# Activity
Check every line of the data for the word "name", and copy those that have it.

★ ★ ★ ★

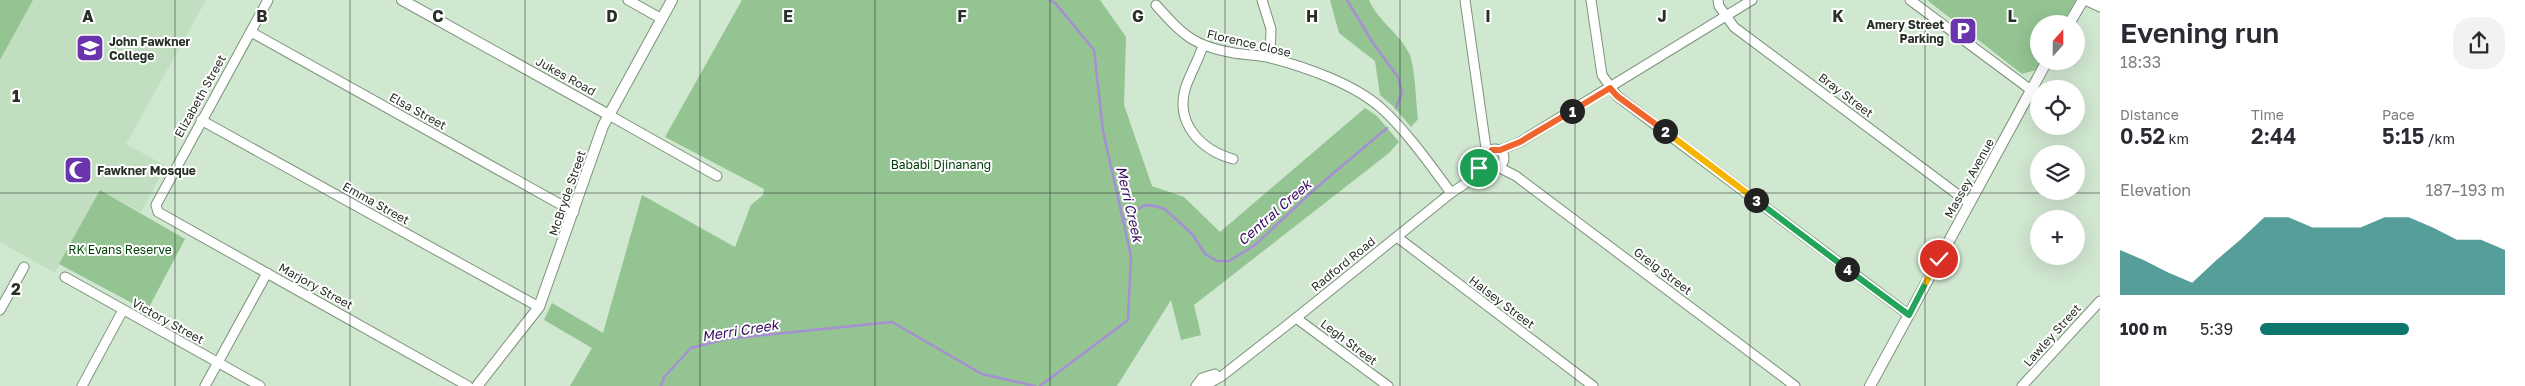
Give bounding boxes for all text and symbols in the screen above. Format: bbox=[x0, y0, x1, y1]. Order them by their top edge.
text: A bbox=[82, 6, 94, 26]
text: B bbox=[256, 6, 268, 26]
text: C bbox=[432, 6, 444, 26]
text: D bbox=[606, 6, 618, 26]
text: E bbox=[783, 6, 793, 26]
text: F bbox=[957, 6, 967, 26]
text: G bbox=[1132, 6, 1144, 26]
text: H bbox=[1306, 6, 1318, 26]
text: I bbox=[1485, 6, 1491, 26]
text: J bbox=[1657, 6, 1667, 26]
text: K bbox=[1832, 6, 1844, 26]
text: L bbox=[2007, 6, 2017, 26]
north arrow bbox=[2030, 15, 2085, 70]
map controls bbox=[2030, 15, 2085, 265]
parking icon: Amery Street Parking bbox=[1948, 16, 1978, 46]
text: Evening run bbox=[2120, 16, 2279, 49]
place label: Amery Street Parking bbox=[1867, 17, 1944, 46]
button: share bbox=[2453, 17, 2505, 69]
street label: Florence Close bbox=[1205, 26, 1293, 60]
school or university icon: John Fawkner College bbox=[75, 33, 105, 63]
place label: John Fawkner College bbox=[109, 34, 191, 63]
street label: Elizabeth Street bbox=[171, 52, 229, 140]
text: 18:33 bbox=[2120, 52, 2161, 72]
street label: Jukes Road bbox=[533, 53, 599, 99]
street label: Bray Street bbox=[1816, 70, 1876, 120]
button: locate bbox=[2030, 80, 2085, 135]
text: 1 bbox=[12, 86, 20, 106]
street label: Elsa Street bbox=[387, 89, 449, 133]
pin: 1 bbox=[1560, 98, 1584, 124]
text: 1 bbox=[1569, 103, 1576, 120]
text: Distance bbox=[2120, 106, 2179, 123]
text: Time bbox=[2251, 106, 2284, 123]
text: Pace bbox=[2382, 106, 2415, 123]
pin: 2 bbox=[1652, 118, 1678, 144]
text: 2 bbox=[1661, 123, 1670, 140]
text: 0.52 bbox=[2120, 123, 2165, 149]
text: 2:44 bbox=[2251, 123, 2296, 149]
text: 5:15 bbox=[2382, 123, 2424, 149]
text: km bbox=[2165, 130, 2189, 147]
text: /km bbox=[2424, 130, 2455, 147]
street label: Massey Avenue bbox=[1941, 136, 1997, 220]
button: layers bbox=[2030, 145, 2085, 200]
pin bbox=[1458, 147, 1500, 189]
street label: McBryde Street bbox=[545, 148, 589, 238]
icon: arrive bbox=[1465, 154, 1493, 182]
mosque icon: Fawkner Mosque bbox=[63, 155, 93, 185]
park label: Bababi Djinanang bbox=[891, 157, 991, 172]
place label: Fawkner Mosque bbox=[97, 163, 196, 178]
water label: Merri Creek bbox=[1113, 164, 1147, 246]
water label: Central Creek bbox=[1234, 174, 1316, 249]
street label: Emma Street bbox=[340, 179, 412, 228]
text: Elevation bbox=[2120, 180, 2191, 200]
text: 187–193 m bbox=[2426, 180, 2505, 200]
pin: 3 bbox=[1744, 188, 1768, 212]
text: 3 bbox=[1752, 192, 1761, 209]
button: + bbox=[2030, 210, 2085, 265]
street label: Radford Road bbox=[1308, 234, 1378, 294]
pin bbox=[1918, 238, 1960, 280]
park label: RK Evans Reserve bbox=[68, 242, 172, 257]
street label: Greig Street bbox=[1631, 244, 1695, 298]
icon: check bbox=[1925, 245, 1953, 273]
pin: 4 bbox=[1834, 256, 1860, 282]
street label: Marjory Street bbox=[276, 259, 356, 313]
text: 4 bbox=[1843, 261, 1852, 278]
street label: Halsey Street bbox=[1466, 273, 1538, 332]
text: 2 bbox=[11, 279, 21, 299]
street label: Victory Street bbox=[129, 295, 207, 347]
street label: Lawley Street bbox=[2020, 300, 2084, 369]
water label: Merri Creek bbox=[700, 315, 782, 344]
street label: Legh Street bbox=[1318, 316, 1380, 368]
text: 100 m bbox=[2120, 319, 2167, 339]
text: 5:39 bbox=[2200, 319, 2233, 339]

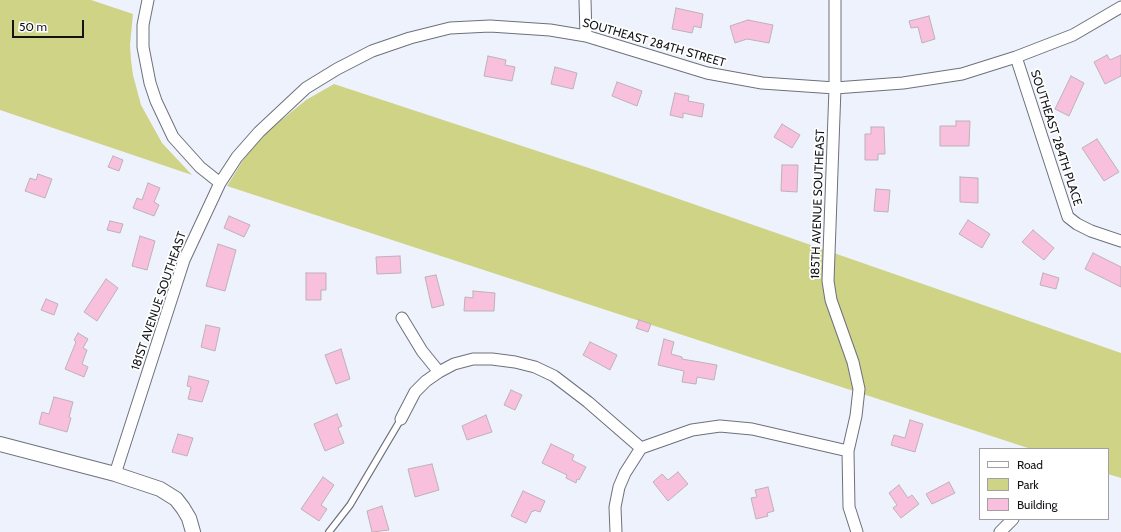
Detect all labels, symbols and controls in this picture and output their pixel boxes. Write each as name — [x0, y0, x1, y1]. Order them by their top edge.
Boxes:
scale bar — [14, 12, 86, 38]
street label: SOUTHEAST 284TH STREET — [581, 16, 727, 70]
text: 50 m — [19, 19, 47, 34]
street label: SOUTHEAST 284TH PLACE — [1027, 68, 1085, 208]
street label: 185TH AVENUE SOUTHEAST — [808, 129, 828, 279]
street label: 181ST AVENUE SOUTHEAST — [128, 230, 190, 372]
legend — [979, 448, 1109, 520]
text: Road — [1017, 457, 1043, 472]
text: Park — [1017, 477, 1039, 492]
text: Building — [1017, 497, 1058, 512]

★ ★ ★ ★

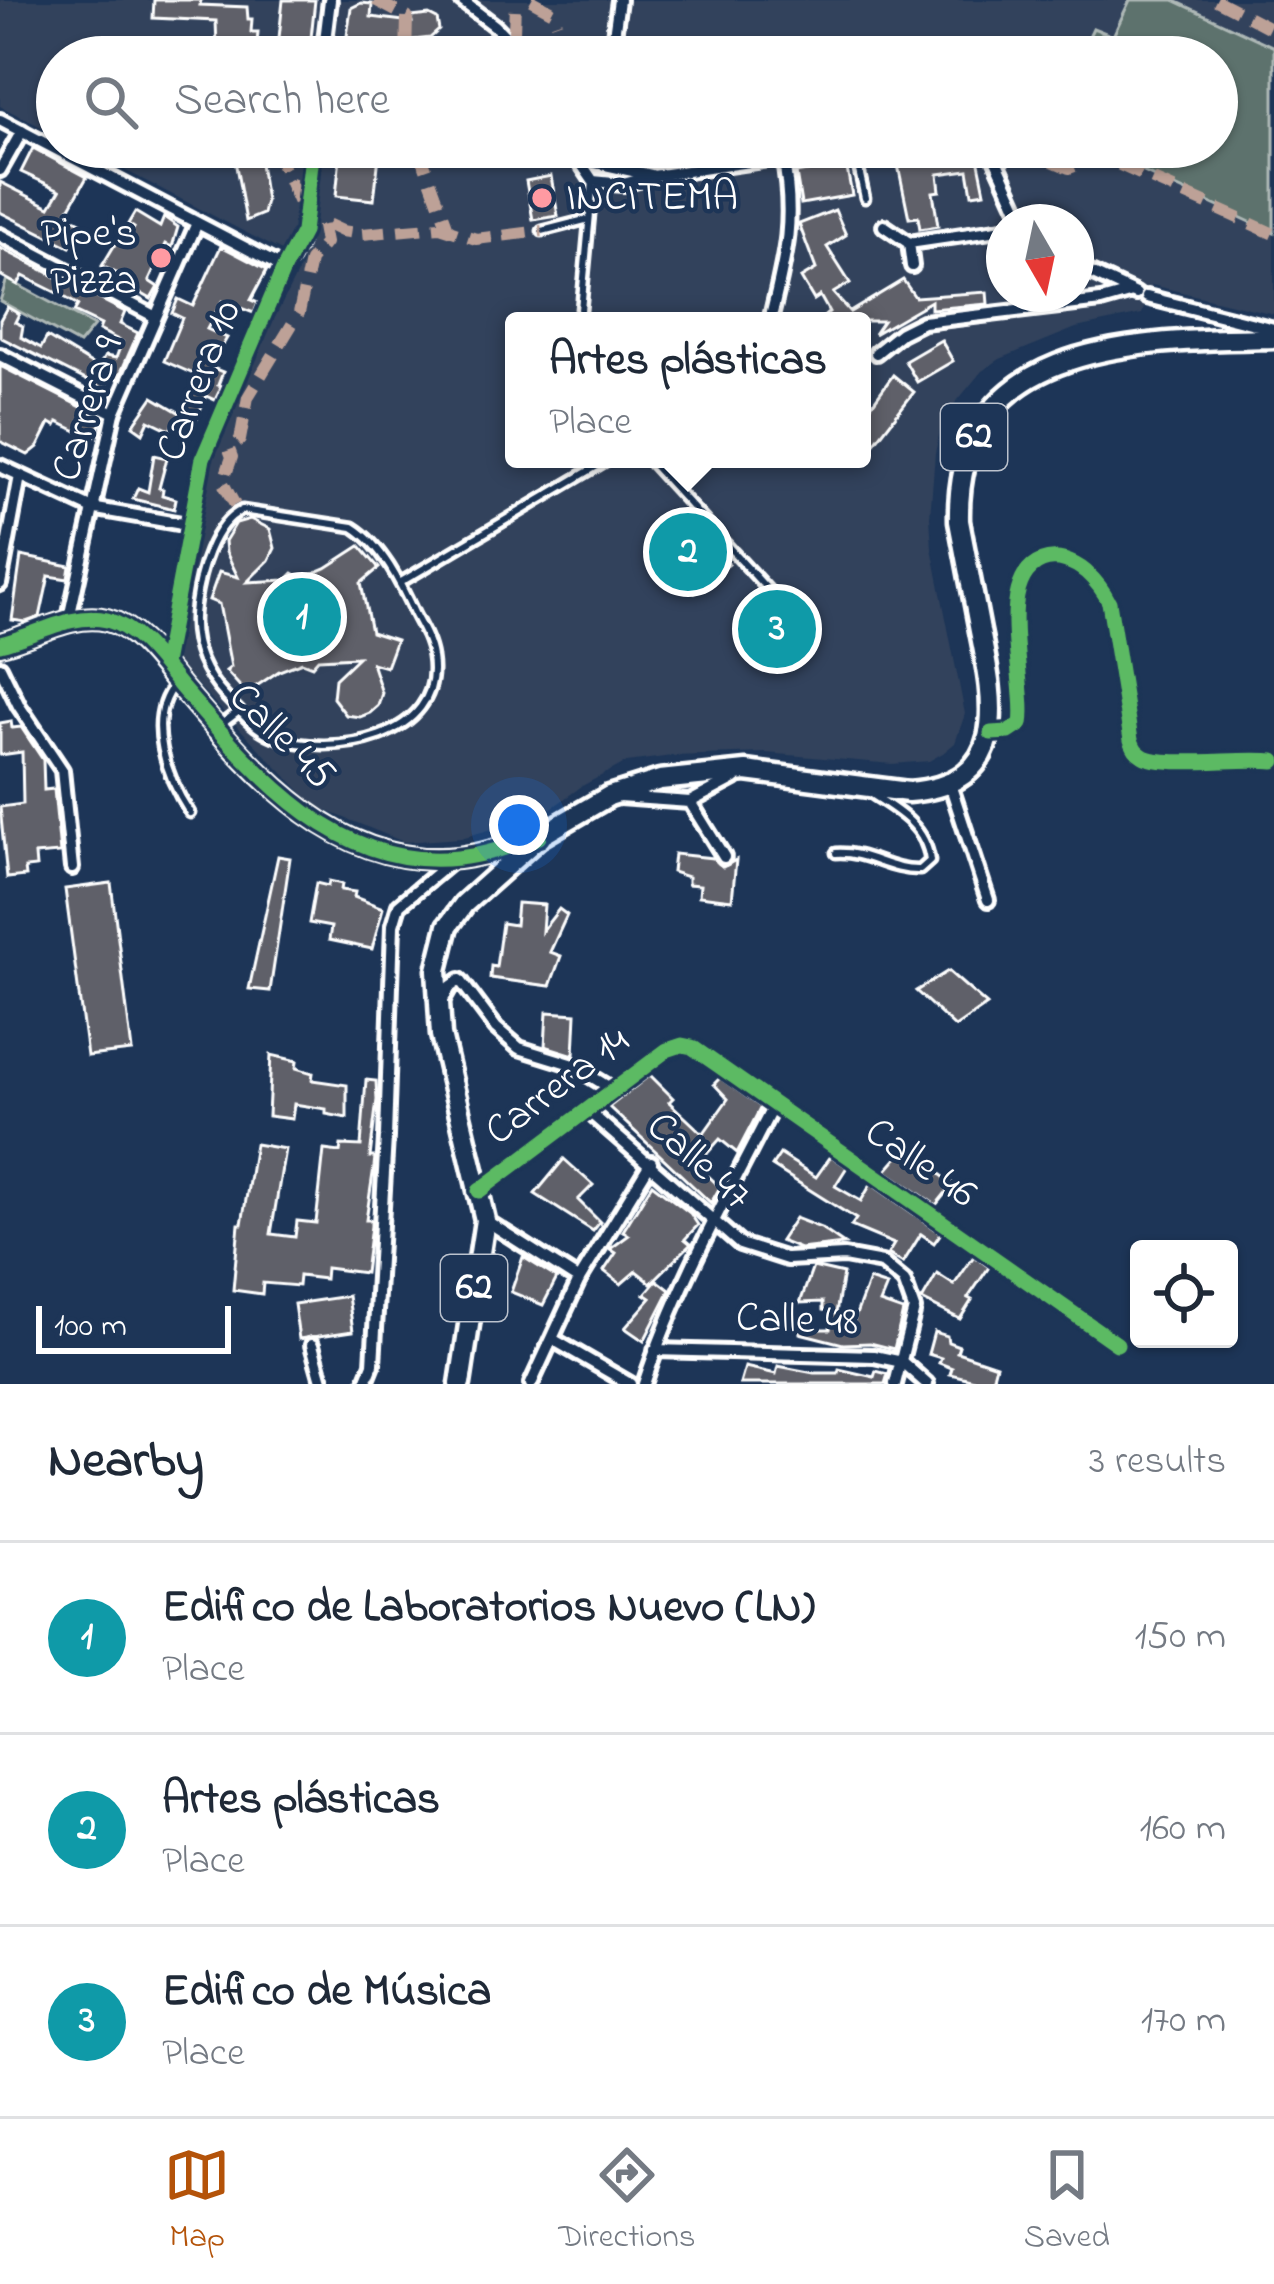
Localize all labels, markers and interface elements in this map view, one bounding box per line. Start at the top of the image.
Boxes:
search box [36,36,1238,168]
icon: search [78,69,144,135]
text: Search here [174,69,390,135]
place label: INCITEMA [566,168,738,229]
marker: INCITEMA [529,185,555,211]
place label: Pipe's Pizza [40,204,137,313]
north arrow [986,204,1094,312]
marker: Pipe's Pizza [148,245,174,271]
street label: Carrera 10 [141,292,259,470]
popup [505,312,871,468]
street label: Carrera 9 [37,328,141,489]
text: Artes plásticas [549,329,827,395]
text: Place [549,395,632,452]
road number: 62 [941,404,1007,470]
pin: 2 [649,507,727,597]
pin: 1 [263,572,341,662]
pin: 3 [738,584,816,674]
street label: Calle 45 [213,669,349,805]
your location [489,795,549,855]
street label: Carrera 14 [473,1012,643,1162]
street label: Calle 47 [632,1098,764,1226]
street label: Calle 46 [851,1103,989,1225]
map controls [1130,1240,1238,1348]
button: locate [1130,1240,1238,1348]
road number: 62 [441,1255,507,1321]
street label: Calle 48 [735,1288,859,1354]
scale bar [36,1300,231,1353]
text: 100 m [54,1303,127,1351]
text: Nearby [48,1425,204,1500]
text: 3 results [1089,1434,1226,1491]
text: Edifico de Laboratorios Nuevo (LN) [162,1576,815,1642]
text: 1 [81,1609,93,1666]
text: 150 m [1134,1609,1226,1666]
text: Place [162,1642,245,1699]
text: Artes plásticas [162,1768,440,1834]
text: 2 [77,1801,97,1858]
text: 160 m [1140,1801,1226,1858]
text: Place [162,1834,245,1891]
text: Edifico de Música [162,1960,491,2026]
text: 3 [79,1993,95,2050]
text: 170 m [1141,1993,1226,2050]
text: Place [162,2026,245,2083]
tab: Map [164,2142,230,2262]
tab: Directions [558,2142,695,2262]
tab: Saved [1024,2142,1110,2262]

★ ★ ★ ★

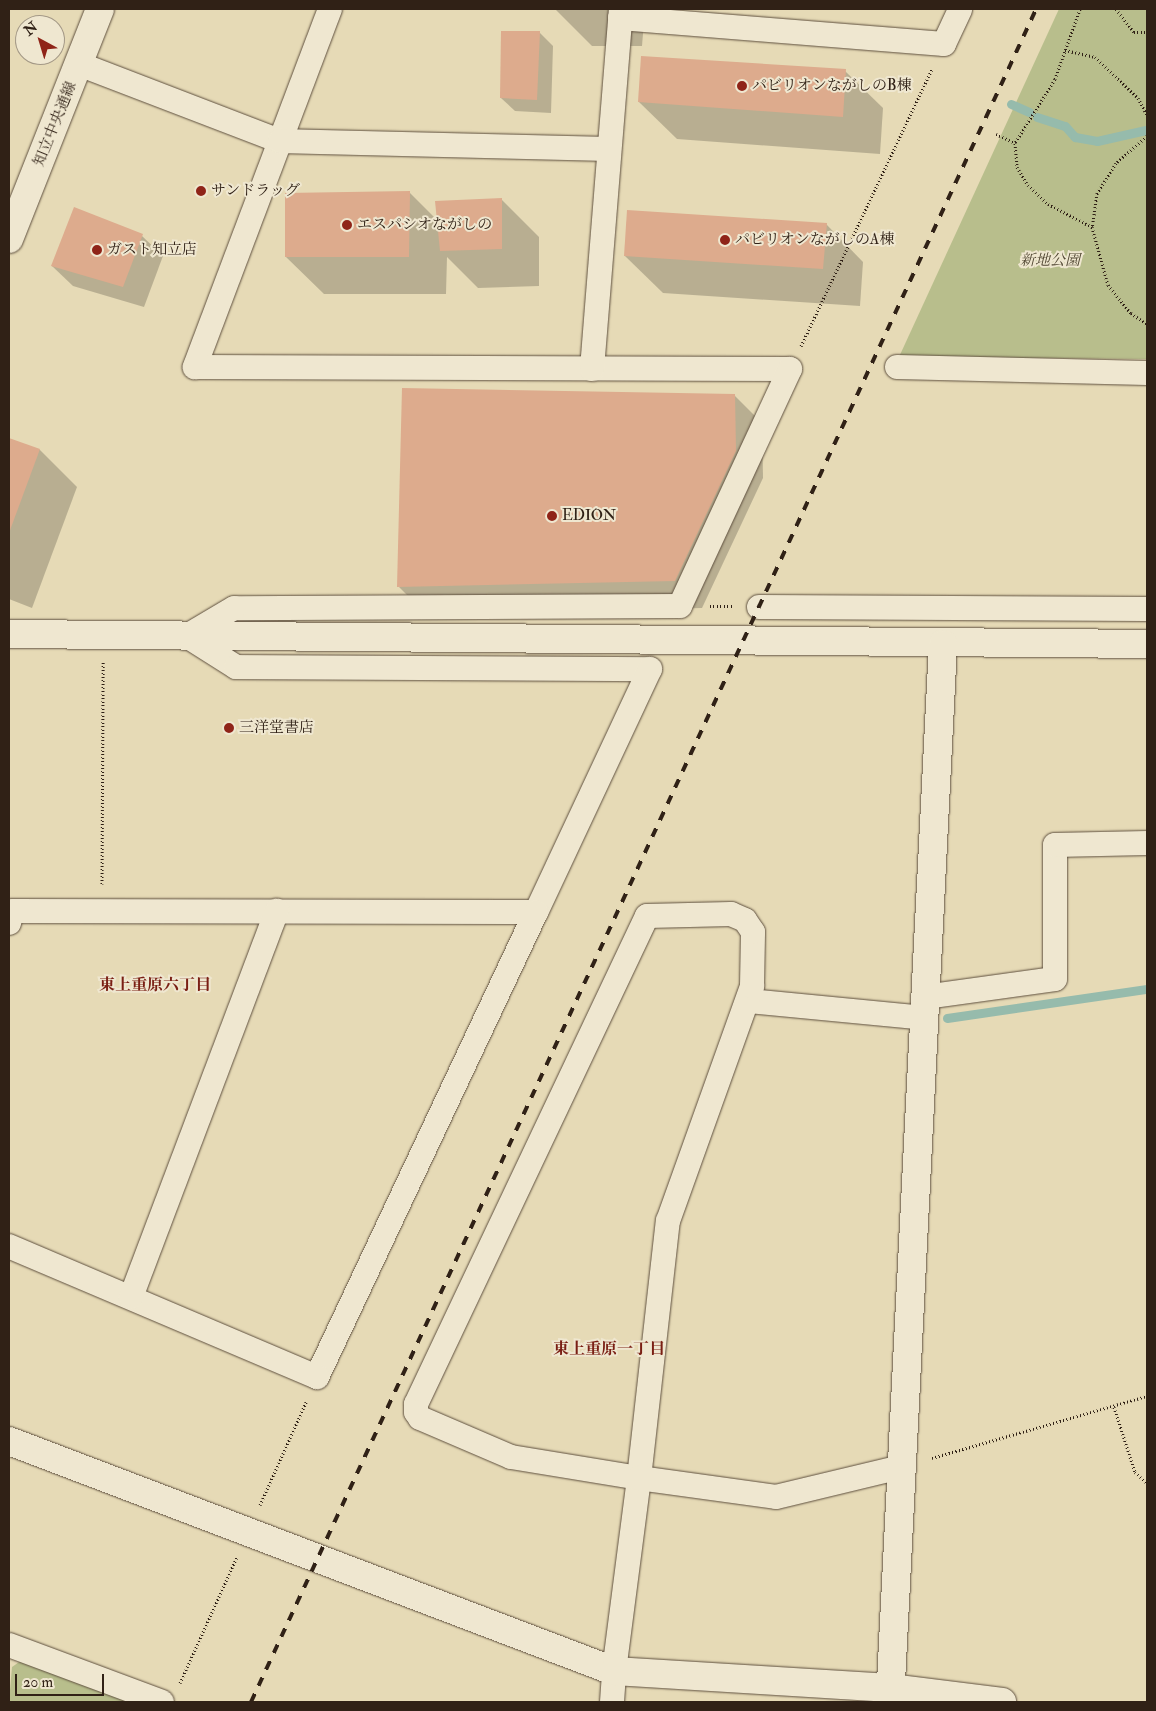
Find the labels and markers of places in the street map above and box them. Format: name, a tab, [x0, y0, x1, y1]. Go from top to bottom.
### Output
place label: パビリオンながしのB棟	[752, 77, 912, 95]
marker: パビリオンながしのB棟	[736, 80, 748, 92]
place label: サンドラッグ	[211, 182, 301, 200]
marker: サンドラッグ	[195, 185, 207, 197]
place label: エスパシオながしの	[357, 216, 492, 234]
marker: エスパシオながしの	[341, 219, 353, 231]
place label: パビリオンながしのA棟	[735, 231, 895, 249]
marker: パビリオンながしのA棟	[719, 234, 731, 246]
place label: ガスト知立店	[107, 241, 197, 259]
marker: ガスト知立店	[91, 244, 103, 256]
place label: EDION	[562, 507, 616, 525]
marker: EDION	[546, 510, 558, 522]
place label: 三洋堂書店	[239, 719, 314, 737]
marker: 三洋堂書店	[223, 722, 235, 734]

★ ★ ★ ★

# Answer box
Detect all labels, symbols and controls in this picture and output their pixel boxes. Write each as name — [x0, y0, x1, y1]. Order them by their top edge.
Find the labels and markers of places in the street map above and box them. Format: name, a tab, [x0, y0, x1, y1]. Go from top to bottom.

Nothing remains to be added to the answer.